Washington Insider-- Tuesday

Fighting Food Slanders in China

Here's a quick monitor of Washington farm and trade policy issues from DTN's well-placed observer.

Europe Still Refining TTIP Negotiating Points

Members of the European Parliament's International Trade Committee are calling on their negotiators to keep intact Europe's system of Geographical Indications and protect its "sensitive" agricultural products from tariff elimination during discussions with their U.S. counterparts regarding the proposed Transatlantic Trade and Investment Partnership (TTIP) trade deal. Those requirements were two of a number of recommendations that the European Commission will consider before providing a directive to its TTIP negotiators.

Among other things, the committee's report tells EU negotiators to make every effort to insert a "safeguard clause" reserving the right to close markets for specific products in the event of import surges that threaten to cause serious harm to domestic food production.

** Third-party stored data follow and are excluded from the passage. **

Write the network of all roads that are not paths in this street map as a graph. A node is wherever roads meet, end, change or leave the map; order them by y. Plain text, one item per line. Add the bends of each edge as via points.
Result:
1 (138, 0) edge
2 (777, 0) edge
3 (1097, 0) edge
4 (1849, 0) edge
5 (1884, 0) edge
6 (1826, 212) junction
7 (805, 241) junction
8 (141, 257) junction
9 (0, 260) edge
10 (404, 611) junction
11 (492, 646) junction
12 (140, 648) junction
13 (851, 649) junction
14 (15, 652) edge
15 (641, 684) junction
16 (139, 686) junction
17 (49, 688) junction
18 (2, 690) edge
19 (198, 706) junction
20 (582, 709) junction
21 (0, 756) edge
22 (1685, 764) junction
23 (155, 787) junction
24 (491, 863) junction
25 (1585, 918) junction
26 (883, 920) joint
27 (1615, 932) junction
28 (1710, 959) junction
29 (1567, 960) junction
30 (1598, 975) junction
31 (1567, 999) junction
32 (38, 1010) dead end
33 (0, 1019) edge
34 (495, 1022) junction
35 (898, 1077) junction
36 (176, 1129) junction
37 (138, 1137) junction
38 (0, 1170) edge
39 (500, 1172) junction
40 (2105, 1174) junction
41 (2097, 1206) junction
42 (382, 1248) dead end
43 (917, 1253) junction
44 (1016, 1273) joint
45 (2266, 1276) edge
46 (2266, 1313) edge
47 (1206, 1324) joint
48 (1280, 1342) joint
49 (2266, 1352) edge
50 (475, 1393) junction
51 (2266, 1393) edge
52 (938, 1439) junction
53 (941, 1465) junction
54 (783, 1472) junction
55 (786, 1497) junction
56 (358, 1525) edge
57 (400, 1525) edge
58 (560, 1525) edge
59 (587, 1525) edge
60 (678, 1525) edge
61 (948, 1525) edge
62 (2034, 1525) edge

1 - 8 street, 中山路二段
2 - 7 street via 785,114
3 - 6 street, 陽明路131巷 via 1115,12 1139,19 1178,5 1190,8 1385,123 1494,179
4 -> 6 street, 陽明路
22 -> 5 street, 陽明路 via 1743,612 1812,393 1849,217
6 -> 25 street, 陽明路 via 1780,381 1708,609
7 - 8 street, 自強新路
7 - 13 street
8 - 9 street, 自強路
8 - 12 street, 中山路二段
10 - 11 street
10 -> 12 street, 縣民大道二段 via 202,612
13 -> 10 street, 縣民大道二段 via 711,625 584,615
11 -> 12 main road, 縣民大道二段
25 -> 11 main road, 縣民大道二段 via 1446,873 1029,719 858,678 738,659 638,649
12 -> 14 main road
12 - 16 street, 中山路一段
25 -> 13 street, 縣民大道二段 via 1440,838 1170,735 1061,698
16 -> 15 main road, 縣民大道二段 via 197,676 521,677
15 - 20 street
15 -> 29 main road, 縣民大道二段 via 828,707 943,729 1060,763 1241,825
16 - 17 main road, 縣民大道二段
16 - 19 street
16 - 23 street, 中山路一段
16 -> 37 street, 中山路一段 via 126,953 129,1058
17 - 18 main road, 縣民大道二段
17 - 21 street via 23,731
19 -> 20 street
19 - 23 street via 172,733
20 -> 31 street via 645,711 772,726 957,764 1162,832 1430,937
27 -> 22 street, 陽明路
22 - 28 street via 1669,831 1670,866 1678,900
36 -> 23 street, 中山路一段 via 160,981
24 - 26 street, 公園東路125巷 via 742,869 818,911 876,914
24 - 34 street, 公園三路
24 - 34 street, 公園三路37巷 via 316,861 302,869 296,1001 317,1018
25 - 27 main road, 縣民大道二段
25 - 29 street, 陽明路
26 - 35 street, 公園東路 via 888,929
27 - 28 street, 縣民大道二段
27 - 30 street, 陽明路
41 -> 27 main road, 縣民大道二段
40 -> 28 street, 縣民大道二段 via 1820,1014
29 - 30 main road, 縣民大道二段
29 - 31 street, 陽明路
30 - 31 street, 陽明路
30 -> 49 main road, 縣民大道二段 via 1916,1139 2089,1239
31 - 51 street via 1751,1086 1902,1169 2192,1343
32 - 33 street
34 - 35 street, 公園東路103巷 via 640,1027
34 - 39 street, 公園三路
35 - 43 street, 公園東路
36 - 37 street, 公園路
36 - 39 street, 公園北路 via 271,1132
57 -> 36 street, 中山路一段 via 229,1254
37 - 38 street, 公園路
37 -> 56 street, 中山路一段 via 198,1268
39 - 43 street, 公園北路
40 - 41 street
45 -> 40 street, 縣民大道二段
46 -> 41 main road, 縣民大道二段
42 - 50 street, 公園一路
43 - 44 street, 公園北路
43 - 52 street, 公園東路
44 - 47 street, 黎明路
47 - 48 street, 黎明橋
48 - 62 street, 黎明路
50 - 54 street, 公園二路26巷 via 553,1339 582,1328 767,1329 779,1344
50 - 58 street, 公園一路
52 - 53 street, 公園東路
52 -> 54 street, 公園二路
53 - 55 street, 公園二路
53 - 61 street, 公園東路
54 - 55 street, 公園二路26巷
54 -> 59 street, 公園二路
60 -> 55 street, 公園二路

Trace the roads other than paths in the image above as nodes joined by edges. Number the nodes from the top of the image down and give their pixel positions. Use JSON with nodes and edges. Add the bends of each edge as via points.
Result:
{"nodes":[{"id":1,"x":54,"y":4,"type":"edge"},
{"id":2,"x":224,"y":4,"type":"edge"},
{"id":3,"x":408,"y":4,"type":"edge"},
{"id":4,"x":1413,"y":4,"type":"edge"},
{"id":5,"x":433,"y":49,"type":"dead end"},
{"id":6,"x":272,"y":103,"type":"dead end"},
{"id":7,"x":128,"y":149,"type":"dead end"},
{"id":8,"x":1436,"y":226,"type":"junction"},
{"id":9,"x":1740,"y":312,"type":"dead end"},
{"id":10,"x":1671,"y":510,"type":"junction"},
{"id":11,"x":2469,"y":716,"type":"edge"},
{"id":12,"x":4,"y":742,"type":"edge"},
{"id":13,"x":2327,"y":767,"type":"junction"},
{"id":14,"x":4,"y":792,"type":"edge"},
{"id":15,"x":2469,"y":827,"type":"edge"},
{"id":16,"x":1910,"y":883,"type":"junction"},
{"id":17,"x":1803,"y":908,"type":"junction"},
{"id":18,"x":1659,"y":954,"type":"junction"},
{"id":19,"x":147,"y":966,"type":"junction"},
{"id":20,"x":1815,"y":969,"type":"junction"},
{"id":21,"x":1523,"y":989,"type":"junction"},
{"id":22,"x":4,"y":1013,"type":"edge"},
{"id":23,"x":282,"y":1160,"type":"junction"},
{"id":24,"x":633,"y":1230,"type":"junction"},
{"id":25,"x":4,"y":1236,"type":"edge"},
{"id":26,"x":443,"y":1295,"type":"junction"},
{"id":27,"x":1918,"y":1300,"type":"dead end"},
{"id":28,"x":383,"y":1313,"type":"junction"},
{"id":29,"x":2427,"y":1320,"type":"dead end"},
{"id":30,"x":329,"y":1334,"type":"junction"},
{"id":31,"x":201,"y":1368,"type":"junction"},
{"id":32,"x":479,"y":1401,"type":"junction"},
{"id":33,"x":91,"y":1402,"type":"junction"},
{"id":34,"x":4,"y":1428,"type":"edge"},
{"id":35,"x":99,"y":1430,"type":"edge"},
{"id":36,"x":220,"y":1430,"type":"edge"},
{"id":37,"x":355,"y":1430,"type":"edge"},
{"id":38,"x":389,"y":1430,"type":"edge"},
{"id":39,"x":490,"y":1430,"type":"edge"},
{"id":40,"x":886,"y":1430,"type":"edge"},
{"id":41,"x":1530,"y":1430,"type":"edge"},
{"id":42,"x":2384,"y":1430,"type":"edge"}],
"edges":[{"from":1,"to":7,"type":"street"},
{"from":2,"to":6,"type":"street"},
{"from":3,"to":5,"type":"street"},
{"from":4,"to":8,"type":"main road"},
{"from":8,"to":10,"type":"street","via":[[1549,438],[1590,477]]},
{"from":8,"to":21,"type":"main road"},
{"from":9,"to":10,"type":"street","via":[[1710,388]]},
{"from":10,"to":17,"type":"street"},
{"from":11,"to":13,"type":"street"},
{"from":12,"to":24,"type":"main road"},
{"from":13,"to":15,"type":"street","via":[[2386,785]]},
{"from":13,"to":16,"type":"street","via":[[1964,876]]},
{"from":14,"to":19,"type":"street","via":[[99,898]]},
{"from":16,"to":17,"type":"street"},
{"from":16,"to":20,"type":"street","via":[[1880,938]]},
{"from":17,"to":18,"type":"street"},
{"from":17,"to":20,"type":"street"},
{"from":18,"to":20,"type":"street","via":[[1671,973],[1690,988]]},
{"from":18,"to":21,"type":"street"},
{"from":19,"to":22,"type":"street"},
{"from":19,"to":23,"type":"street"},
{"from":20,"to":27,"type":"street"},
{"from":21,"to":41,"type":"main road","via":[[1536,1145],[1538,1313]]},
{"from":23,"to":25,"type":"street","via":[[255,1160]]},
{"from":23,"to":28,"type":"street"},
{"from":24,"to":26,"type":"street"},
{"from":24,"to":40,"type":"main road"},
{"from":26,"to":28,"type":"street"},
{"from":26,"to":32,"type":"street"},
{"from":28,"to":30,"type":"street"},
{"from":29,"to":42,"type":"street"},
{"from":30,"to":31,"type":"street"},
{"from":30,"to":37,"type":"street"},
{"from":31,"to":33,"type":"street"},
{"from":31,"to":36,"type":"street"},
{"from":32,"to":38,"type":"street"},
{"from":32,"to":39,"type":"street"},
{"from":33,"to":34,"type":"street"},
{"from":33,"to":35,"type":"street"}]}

For the most part, each side has been more open about what it is demanding of the other than what each is willing to give up. Certainly a trade deal that contains a large number of products exempted from tariff elimination won't be viewed as providing much improvement over the current trading environment. Until both the United States and EU show willingness to lower tariffs on a significant number of "sensitive" products, the TTIP trade deal may be destined to result "only" in a better coordination of customs rules. In the end, however, that would be no small outcome.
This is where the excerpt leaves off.